On the performance of QTP functionals applied to second-order response properties

Correlated orbital theory (COT) is an exact one-particle treatment that adds essential electron correlation into its molecular orbitals, potentially reducing correlated treatments of response properties to one-particle coupled-perturbed Hartree-Fock- or Kohn-Sham-like calculations. Such a computation is vastly simpler than the usual ab initio correlated approach that would add correlation typically with EOM-CC after a perturbed mean-field solution. The question then is, how well can this be accomplished via the Quantum Theory Project (QTP) exchange-correlation (XC) functionals that are meant to emulate the rigorous COT framework? This paper addresses this question for response properties by making comparisons between such orbital-specific calculations and those from well-correlated EOM-CC solutions for static polarizabilities, nuclear magnetic resonance coupling constants, and chemical shifts. The simple orbital-specific version provides an accurate realization of the correlated EOM-CC results, but now in a mode that facilitates an orbital-by-orbital interpretation. Here, we compare 33 XC functionals from the different Jacob’s ladder rungs always against the EOM-CCSD results. Thus, the smallest mean absolute deviation for the static polarizability comes from LC-QTP XC, 0.28 a.u.

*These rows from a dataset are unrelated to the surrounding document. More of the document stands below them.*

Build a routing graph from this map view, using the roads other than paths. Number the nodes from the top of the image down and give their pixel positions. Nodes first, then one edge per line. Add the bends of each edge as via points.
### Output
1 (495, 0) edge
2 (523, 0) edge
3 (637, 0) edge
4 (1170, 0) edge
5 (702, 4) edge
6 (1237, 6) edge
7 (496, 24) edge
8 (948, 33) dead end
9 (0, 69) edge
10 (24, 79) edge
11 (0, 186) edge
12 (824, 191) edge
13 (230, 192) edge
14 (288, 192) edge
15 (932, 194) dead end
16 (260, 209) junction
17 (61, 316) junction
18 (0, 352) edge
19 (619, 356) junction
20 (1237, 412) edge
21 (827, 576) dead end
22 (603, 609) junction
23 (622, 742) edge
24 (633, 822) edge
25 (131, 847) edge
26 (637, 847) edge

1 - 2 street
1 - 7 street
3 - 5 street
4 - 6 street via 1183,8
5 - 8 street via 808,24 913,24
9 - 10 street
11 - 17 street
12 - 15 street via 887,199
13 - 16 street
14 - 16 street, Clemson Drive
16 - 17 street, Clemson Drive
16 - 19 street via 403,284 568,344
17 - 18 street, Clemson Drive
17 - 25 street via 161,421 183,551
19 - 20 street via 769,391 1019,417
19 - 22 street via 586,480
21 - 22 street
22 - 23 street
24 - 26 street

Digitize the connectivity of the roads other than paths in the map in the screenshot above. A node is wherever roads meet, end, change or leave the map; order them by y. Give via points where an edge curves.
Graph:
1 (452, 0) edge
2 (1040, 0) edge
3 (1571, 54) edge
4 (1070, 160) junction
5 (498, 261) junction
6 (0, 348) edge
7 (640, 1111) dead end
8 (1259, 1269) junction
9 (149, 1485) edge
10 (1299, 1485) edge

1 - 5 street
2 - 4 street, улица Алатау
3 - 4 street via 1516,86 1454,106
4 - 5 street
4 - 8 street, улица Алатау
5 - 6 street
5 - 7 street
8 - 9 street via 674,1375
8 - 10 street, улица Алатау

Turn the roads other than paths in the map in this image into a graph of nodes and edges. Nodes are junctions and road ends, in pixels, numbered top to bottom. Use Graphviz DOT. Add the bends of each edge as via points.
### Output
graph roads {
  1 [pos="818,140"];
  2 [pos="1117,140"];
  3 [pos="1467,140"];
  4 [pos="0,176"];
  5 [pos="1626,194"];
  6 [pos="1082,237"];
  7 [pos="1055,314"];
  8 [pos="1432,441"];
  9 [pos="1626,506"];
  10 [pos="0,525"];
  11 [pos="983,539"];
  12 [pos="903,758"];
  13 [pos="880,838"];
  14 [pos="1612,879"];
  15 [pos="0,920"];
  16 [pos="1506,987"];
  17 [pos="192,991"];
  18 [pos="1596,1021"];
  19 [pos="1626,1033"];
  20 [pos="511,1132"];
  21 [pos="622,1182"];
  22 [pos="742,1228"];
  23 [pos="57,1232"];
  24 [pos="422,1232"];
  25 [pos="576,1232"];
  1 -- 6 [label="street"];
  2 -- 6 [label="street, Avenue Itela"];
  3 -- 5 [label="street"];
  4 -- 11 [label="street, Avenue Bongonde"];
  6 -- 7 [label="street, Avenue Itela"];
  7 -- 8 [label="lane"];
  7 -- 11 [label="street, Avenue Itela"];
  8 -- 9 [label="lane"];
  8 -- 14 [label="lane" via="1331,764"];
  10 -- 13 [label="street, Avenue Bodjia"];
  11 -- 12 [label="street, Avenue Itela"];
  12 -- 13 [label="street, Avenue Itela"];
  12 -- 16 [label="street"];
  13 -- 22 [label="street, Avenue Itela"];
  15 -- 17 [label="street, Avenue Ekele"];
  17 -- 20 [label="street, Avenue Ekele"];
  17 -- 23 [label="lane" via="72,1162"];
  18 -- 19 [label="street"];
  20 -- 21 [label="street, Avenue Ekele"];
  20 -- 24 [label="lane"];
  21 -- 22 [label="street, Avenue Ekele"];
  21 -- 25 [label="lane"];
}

Regarding the total nuclear spin-spin coupling constants, QTP01 performs best, %Error = 10.63% (QTP02 and LC-QTP are second and third best). Finally, the XC that stood out in the chemical shift analysis was TPSS0, which presented the best result for the majority of the chemical shifts. However, considering the overall performances based on linear fitting of all isotope data points, five functionals are recommended for a chemical shift study: TPSS0, ωB97X, QTP00, QTP01, and QTP02, all presenting R² = 0.96.